The Daily Outrage

The CCR blog

"We Have Come to Stand With You"

Human Rights Activists Travel to Guantánamo, Cuba

Photo by Justin Norman

Today, fourteen American activists with the grassroots group Witness Against Torture are holding a vigil outside Guantánamo prison in a gesture of solidarity with the dozens of Muslim men who remain imprisoned there after nearly fourteen years without charge. Their message is simple: “We know you are suffering; we have come to stand with you.”

In a place designed to dehumanize everyone it touches, this simple act of compassion has real power. My colleague Omar Farah saw it firsthand when he told our client Tariq Ba Odah that a group of activists from America would be spending Thanksgiving Day on the other side of the prison wires, fasting and sharing poetry to protest the injustice and cruelty of his detention.

Witness Against Torture activists hold a banner of

CCR client Tariq ba Odah. Photo by Justin Norman.

In the loud and ill-informed public debate about the closure of Guantánamo, the suffering and anguish of those who remain trapped in its limbo are largely ignored. Even allies who advocate for the prison’s closure cling to political reasons or self-serving myths about American morality: Guantánamo is a recruitment tool for terrorists, a waste of taxpayer money costing an average of $3 million per detainee per year, “it is not who we are.”

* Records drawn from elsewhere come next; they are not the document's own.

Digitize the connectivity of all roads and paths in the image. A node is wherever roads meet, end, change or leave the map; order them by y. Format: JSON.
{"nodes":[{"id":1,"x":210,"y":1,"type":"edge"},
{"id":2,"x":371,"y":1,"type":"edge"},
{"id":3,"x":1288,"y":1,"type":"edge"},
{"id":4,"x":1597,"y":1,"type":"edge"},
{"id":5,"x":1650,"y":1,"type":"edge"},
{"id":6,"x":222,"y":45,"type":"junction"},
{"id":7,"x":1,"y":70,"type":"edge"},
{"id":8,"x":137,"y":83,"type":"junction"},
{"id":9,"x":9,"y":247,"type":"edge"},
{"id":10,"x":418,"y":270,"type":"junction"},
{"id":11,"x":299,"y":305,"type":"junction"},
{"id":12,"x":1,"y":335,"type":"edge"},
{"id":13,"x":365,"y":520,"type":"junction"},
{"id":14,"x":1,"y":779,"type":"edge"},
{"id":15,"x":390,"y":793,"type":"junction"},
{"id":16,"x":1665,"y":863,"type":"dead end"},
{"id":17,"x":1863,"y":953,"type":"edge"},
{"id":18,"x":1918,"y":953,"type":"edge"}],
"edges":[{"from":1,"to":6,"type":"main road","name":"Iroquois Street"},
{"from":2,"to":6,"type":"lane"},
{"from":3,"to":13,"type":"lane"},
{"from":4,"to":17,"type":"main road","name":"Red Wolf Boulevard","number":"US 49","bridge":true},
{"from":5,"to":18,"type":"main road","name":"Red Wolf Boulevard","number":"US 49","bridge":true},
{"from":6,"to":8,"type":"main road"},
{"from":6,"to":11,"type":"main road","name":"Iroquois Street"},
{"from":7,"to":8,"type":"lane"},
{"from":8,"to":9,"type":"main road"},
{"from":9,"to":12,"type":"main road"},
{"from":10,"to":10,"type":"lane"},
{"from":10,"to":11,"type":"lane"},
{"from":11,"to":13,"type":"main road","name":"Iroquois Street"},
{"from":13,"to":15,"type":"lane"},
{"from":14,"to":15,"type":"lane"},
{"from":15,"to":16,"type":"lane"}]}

For Witness Against Torture, compassion for those unjustly detained at Guantánamo and recognition of their torture, despair, and separation from their families, have always been the force that drives their activism. Founded in 2005 after 25 activists travelled to the city of Guantánamo, Cuba, and attempted to visit the prison, Witness Against Torture has played a key role in keeping the spotlight on the cruelty and injustice of Guantánamo. Through demonstrations and vigils, weekly fasts for justice, street theater, and art, their tenacity and creativity has brought their Close Guantánamo campaign to all corners of the United States and directly to the White House, Supreme Court, and Congress.

Today, ten years later, they are back outside the prison, standing under the banner “Forced-Feeding, Not Feasting at Guantánamo,” to protest the continued forced-feeding of hunger strikers like Mr. Ba Odah and the cruel reality that most of the men there do not know when or if they will ever see freedom. In the absence of their own homecoming, these activists are bringing humanity to the prisoners.

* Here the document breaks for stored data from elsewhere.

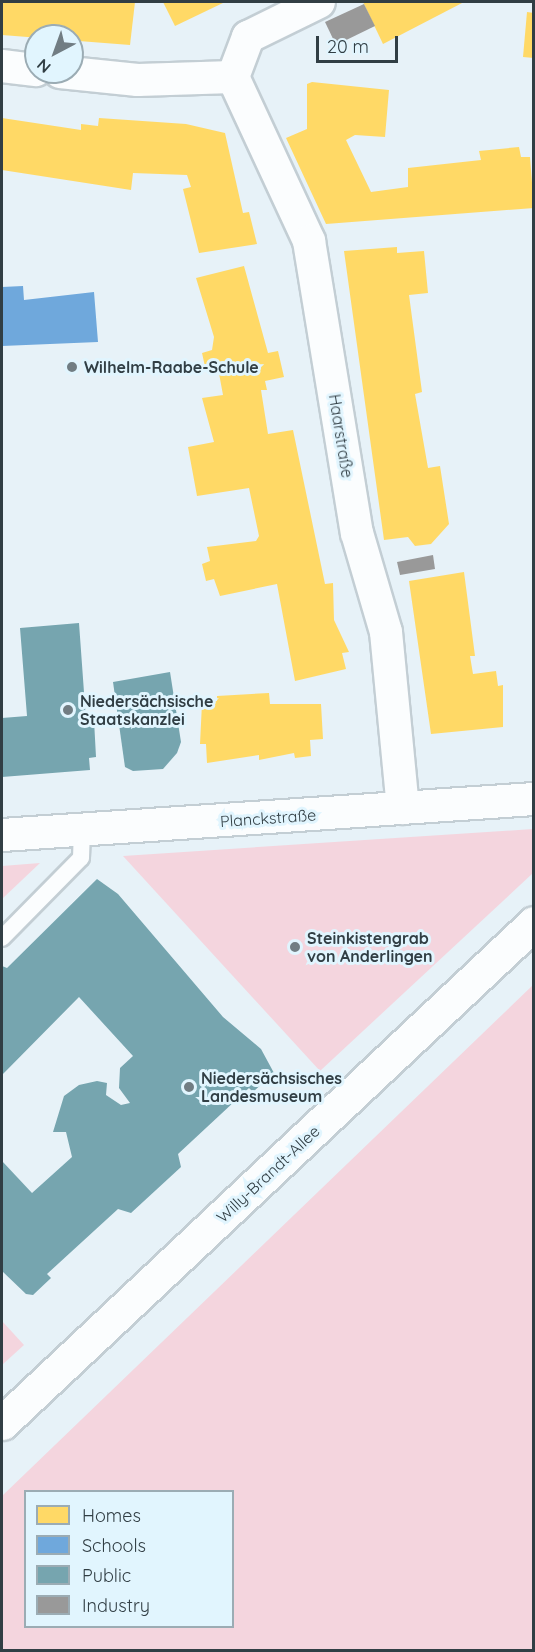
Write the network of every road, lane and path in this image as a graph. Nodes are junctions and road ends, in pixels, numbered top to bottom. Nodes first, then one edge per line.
1 (319, 2) edge
2 (2, 66) edge
3 (24, 69) edge
4 (84, 74) edge
5 (233, 77) junction
6 (534, 799) edge
7 (403, 808) junction
8 (82, 830) junction
9 (2, 835) edge
10 (534, 923) edge
11 (2, 938) edge
12 (2, 1423) edge

1 - 5 street
2 - 3 street
4 - 5 street
5 - 7 street, Haarstraße
6 - 7 street, Planckstraße
7 - 8 street, Planckstraße
8 - 9 street, Planckstraße
8 - 11 lane
10 - 12 street, Willy-Brandt-Allee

The protest comes at a significant moment. The Obama administration is finalizing its plan to close Guantánamo, which will likely involve bringing a number of prisoners to the United States for continued detention without charge. Like us at CCR, the activists with Witness Against Torture know that it is the barbaric practice of indefinite detention, the selective denial of due process for Muslim men, that needs to end. And just yesterday, President Obama gave in to political opponents by signing into law the 2016 National Defense Authorization Act (NDAA), preserving Congressional restrictions on detainee transfers.

With the Obama administration entering its last year, we are coming to a critical juncture in the history of the prison. It is not just the President’s legacy that is on the line; the lives of men like our clients Tariq Ba Odah, Fahd Ghazy, Mohammed Al Hamiri and Ghaleb Al-Bihani hang in the balance. Today, as I gather with friends and family, I will give thanks for not being alone in this effort, for having allies like Witness Against Torture who will continue to stand up to the injustice of indefinite detention no matter where it takes place.